Filmes são, ainda que inconscientemente, e mesmo os mais alienados, produtos inequívocos de seu tempo. A comédia romântica Eu Te Amo, Cara (I Love You, Man, 2009) - possivelmente a primeira e última do gênero que tem homens como público-alvo - não é uma exceção.
Meses antes de se casar, Peter Klaven (Paul Rudd) percebe que não tem um melhor amigo para escolher como padrinho. Passou a vida inteira de namorada em namorada e não tem aquele sentido de união entre caras numa noite de pôquer e bebedeira. Desesperado, Peter parte à caça de amigos - e encontra em Sydney Fife (Jason Segel), por acaso, sua alma gêmea.
rashida jones
paul rudd
jason segel
O bromance - ou "amor de irmão", termo em inglês cunhado nos anos 90 para traduzir aquele tipo de paixão assexuada entre dois homens que se gostam pra cacete - de Eu Te Amo, Cara está em sintonia com o de Segurando as Pontas ou Superbad, filmes em que o apego fraternal é visivelmente mais forte do que a atração pelo sexo oposto. O que o filme de John Hamburg (Quero Ficar com Polly) faz é colocar o bromance como tema principal.
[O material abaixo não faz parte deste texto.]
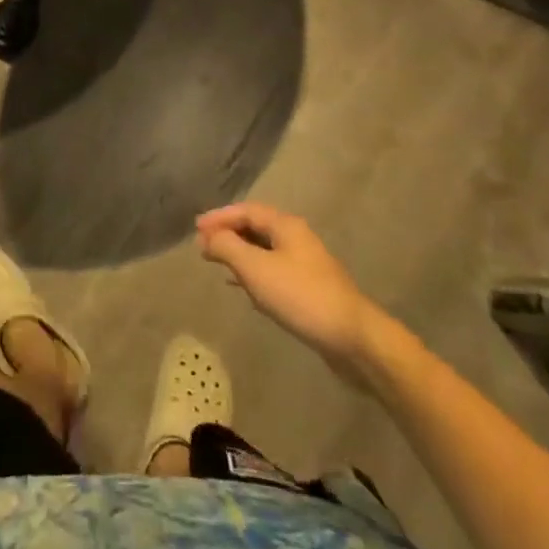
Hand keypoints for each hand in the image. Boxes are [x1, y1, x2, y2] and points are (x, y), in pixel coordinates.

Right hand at [197, 204, 379, 371]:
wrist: (353, 338)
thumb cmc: (301, 296)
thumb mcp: (256, 269)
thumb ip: (228, 248)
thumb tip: (208, 236)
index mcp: (285, 226)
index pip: (246, 210)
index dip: (219, 217)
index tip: (196, 229)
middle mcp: (296, 238)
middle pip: (256, 228)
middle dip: (228, 234)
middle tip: (203, 246)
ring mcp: (305, 264)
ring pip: (264, 251)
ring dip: (239, 254)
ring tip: (217, 264)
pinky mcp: (309, 289)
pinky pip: (273, 271)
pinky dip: (253, 274)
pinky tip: (243, 288)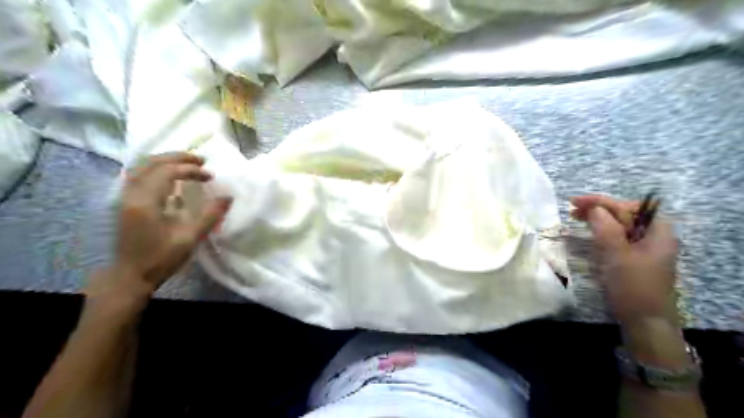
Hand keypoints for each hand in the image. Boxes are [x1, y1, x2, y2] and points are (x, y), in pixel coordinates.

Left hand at [106, 152, 231, 296]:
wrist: (130, 276)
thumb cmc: (160, 258)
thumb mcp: (189, 238)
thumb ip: (209, 215)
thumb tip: (228, 197)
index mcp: (145, 202)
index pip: (167, 172)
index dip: (190, 169)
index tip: (210, 176)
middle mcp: (131, 194)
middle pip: (151, 163)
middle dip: (177, 157)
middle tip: (200, 159)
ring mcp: (125, 198)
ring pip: (142, 167)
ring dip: (165, 161)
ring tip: (187, 163)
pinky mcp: (125, 203)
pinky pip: (138, 175)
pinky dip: (155, 169)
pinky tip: (168, 176)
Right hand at [572, 194, 678, 321]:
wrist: (644, 320)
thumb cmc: (634, 286)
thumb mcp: (618, 255)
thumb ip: (606, 228)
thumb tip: (594, 208)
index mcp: (657, 231)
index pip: (627, 206)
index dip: (600, 202)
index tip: (575, 202)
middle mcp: (653, 235)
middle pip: (624, 213)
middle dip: (598, 209)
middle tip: (572, 209)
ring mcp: (644, 247)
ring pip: (619, 225)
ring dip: (597, 219)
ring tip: (575, 217)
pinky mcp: (634, 257)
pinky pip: (617, 237)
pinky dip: (601, 232)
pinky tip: (588, 232)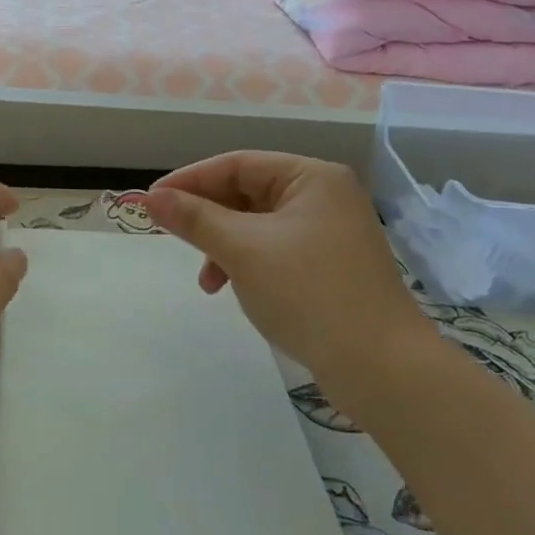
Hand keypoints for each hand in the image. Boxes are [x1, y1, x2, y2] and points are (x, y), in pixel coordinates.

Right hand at [142, 151, 432, 378]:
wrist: (384, 370)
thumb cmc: (310, 294)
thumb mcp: (243, 250)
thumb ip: (195, 218)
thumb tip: (150, 197)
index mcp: (312, 177)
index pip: (237, 164)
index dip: (190, 179)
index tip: (152, 200)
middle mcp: (325, 196)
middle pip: (248, 193)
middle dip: (208, 217)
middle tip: (172, 235)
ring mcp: (331, 233)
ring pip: (258, 225)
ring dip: (225, 245)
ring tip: (207, 280)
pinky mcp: (331, 267)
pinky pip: (275, 250)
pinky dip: (248, 264)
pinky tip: (234, 289)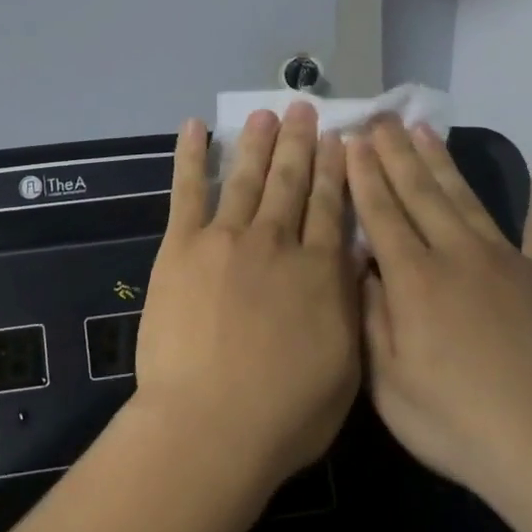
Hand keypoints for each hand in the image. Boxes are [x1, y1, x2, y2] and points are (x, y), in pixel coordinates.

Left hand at [131, 104, 360, 493]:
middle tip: (303, 108)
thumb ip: (347, 306)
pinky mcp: (181, 246)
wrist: (211, 424)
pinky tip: (194, 127)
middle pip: (291, 182)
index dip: (335, 170)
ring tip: (265, 113)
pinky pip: (188, 191)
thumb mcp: (346, 366)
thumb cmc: (285, 414)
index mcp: (319, 271)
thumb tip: (350, 262)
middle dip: (299, 143)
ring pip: (247, 178)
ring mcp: (226, 239)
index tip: (339, 140)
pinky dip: (190, 156)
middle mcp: (277, 243)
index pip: (330, 207)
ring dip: (257, 143)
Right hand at [348, 119, 531, 506]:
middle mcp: (457, 256)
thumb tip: (362, 268)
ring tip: (424, 131)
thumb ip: (370, 318)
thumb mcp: (387, 383)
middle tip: (380, 120)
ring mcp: (509, 263)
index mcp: (414, 280)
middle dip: (395, 154)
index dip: (363, 175)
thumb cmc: (456, 424)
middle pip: (420, 193)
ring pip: (467, 200)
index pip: (381, 213)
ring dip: (443, 163)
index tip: (350, 141)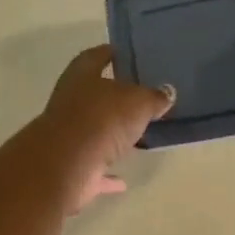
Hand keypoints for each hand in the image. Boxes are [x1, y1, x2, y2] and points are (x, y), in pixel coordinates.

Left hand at [36, 45, 175, 211]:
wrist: (68, 163)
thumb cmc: (103, 119)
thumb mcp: (138, 101)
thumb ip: (153, 97)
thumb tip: (166, 93)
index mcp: (82, 77)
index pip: (96, 57)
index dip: (110, 54)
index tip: (128, 55)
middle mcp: (70, 103)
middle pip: (93, 96)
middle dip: (114, 98)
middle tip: (142, 99)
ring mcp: (68, 137)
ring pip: (93, 132)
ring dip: (110, 136)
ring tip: (136, 137)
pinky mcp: (71, 167)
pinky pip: (93, 168)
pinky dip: (106, 174)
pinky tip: (123, 180)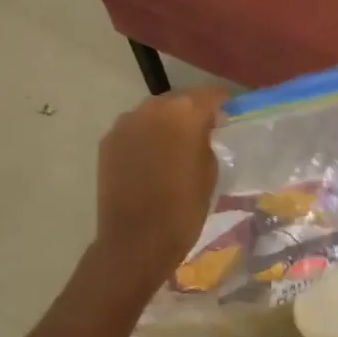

E aí entra a questão do momento histórico. Não é novidade que a hombridade se fragiliza há décadas. Desde o movimento feminista dos anos 70, e a consequente masculinização da mulher (pela cultura pop, pelo mercado de trabalho), homens vêm perdendo identidade. Hoje, entre modismos incertos como o metrossexualismo, a psicanálise já fala até em terceirização: a classe média desaprende velhas "tarefas de homens" - porque afinal hoje temos prestadores de todo tipo de serviços para executá-las - e a crise do macho chega ao ápice. Se um homem não sabe nem trocar pneu, de que serve para as mulheres?
Uma vez que os sexos se igualam, não há mais o "dominante" e o "frágil". E Eu Te Amo, Cara está em total sintonia com essa percepção. Não por acaso, o filme se desenvolve como se tivessem sido os signos invertidos: Peter caça amigos e flerta com eles, em jantares e encontros às cegas, como se estivesse atrás de uma mulher. A própria estrutura da história é tradicional, quatro atos: encontro-paixão-ruptura-reconciliação. A diferença para todas as outras comédias românticas é que o "casal" não se beija na cena final.
Não é, porém, uma mera troca de sexo. Peter e Sydney são homens de seu tempo também: sensíveis (Sydney se masturba com camisinha porque não faz sujeira e dura mais) e carentes (a forma como se chamam por apelidos atrás de intimidade). Há uma conexão ancestral entre eles, um vestígio de virilidade (o culto à banda que já teve dias melhores), mas no mundo feminino de hoje convém deixar esses ímpetos de preferência na garagem.
Eu Te Amo, Cara não é perfeito. A direção sem rigor de Hamburg e o excesso de diálogos visivelmente improvisados dão a impressão de que o filme pode se interromper a qualquer minuto, de que se filma a esmo. É aquela coisa, típica das comédias de constrangimento da geração de Will Ferrell, das piadas que se alongam mais do que o normal e dos atores que estão visivelmente se divertindo (por vezes mais do que o espectador) mas não parecem levar a sério a história que encenam. Pois deveriam, porque a crise do macho é um assunto seríssimo.